[Saved entries]
═══
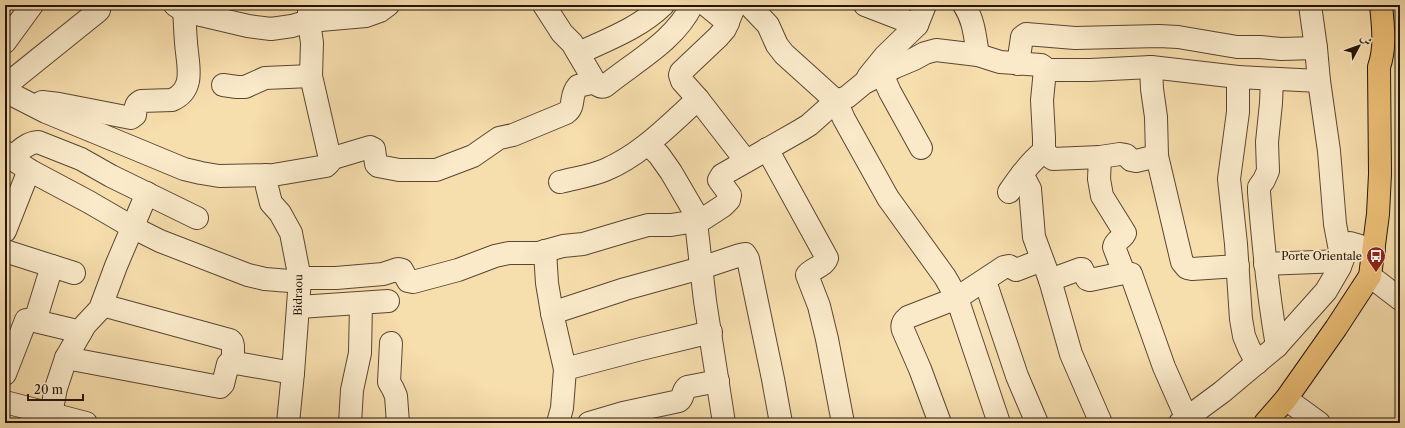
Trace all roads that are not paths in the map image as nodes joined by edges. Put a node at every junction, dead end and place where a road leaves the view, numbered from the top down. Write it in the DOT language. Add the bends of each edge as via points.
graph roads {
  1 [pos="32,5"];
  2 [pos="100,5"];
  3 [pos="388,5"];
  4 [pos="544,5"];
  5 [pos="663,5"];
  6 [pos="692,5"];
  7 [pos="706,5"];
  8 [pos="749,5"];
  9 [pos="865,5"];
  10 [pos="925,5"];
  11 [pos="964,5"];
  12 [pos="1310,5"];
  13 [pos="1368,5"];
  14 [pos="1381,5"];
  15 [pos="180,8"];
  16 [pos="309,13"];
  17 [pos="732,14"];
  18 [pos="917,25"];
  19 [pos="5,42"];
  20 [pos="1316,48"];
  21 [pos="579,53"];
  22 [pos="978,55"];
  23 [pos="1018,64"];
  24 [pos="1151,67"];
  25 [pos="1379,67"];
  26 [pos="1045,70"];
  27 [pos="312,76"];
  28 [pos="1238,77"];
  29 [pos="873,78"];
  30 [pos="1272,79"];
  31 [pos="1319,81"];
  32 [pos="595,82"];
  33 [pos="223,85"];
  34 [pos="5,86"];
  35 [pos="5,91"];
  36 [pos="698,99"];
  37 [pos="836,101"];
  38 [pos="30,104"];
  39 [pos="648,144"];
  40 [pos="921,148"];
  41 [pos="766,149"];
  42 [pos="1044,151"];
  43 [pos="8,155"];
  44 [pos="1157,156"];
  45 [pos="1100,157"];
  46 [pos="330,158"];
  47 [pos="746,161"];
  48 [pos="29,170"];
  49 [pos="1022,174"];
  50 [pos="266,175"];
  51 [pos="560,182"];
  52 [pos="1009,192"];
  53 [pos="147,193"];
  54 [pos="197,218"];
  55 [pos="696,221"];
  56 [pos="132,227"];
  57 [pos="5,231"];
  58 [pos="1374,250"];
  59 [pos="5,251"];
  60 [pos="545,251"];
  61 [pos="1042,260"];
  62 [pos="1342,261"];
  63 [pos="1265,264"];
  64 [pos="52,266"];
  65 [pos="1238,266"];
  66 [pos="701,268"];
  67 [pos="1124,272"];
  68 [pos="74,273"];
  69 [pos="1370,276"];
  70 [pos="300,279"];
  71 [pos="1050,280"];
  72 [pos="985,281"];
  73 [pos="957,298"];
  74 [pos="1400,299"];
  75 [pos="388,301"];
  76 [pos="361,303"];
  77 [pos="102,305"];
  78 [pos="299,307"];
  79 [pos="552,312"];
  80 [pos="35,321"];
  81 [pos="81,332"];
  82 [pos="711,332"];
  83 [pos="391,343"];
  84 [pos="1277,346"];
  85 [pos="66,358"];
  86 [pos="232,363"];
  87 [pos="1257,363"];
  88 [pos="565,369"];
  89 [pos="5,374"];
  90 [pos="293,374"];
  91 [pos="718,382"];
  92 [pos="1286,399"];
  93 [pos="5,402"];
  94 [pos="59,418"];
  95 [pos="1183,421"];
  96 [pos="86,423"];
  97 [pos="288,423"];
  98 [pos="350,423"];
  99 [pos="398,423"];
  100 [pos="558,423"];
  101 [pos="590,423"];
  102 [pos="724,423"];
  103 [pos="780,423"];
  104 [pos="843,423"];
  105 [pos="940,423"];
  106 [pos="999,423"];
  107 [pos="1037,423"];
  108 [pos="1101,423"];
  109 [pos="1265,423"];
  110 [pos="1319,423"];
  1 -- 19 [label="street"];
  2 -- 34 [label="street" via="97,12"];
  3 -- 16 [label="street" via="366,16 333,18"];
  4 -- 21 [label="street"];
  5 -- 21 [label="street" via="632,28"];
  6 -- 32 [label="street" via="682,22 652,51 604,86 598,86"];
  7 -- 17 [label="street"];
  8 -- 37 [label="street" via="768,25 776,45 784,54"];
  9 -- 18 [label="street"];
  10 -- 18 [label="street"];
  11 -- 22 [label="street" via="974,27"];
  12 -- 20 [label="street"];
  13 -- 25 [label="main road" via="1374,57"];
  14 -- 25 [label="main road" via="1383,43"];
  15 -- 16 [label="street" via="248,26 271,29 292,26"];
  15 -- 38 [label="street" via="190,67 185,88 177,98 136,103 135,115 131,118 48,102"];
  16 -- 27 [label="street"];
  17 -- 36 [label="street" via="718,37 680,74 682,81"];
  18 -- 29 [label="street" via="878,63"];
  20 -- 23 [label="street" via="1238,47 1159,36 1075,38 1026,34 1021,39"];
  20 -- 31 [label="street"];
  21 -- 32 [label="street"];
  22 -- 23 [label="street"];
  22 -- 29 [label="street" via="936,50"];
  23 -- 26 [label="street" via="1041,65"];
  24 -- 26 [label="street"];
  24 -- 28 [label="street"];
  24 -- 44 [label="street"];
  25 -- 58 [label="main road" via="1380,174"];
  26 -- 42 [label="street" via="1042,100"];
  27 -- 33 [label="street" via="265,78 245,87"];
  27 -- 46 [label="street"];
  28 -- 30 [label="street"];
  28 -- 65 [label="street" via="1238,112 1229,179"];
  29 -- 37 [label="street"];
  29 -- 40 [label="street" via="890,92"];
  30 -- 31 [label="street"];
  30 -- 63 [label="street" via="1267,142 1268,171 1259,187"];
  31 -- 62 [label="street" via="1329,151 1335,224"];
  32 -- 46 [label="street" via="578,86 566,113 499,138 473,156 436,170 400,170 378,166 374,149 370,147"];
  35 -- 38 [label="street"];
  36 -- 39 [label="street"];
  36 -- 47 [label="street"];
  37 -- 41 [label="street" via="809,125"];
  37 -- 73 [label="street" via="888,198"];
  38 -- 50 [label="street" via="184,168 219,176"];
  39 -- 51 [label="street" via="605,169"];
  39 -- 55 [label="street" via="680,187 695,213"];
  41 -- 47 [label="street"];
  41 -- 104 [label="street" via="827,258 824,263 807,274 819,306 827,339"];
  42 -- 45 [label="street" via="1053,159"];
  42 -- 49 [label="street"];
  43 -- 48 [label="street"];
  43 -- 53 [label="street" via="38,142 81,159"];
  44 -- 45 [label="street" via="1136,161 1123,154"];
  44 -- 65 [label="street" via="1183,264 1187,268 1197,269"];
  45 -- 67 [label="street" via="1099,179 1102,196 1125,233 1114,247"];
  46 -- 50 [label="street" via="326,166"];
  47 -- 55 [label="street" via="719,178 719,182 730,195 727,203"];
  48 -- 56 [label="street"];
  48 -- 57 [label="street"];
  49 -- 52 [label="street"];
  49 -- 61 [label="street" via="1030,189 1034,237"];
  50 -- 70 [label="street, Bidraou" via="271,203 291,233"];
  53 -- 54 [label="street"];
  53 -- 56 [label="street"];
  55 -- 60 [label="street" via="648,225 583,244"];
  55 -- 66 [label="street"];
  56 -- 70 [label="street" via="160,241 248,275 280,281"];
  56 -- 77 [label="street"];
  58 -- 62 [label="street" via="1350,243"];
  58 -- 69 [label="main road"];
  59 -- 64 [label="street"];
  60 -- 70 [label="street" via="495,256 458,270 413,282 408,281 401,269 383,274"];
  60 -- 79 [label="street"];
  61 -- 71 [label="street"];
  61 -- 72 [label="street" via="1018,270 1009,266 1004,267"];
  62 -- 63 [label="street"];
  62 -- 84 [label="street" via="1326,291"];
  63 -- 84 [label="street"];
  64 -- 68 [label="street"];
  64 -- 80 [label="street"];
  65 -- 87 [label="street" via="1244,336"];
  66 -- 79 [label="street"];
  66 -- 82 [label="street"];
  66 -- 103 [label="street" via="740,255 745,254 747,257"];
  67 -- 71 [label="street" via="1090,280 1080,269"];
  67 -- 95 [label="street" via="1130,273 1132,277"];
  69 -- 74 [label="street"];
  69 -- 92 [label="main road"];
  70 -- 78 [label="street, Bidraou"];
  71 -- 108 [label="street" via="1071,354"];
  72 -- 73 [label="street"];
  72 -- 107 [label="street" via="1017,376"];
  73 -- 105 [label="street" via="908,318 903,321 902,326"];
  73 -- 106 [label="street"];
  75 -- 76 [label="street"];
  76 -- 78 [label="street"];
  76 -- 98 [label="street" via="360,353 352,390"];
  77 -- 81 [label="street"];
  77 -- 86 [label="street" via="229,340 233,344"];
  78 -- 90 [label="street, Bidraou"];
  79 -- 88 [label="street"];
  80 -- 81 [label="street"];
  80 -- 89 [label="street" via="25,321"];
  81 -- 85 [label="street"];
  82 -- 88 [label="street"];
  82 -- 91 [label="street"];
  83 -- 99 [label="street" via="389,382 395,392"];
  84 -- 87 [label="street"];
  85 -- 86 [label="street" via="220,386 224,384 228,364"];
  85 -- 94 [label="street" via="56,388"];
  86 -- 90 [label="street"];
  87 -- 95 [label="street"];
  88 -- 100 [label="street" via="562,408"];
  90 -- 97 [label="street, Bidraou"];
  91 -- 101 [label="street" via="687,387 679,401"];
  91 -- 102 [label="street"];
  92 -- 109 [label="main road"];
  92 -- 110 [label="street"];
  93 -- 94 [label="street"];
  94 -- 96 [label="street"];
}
═══
» **About this task**
In the data above, which lines include "main"? Return those lines.

» **Completed exercise**
  13 -- 25 [label="main road" via="1374,57"];
  14 -- 25 [label="main road" via="1383,43"];
  25 -- 58 [label="main road" via="1380,174"];
  58 -- 69 [label="main road"];
  69 -- 92 [label="main road"];
  92 -- 109 [label="main road"];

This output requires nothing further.